An exact reproduction of each record is required.

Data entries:

——

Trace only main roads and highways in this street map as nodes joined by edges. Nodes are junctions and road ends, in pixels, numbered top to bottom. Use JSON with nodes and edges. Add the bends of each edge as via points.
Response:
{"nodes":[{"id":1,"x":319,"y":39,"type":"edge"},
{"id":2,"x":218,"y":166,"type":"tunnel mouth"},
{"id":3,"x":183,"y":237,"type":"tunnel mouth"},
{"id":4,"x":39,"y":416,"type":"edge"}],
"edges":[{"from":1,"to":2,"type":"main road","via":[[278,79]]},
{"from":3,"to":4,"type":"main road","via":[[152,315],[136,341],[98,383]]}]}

——

● **COMPLETED TASK**:
Trace only main roads and highways in this street map as nodes joined by edges. Nodes are junctions and road ends, in pixels, numbered top to bottom. Use JSON with nodes and edges. Add the bends of each edge as via points.
Response:
{"nodes":[{"id":1,"x":319,"y":39,"type":"edge"},
{"id":2,"x":218,"y":166,"type":"tunnel mouth"},
{"id":3,"x":183,"y":237,"type":"tunnel mouth"},
{"id":4,"x":39,"y":416,"type":"edge"}],
"edges":[{"from":1,"to":2,"type":"main road","via":[[278,79]]},
{"from":3,"to":4,"type":"main road","via":[[152,315],[136,341],[98,383]]}]}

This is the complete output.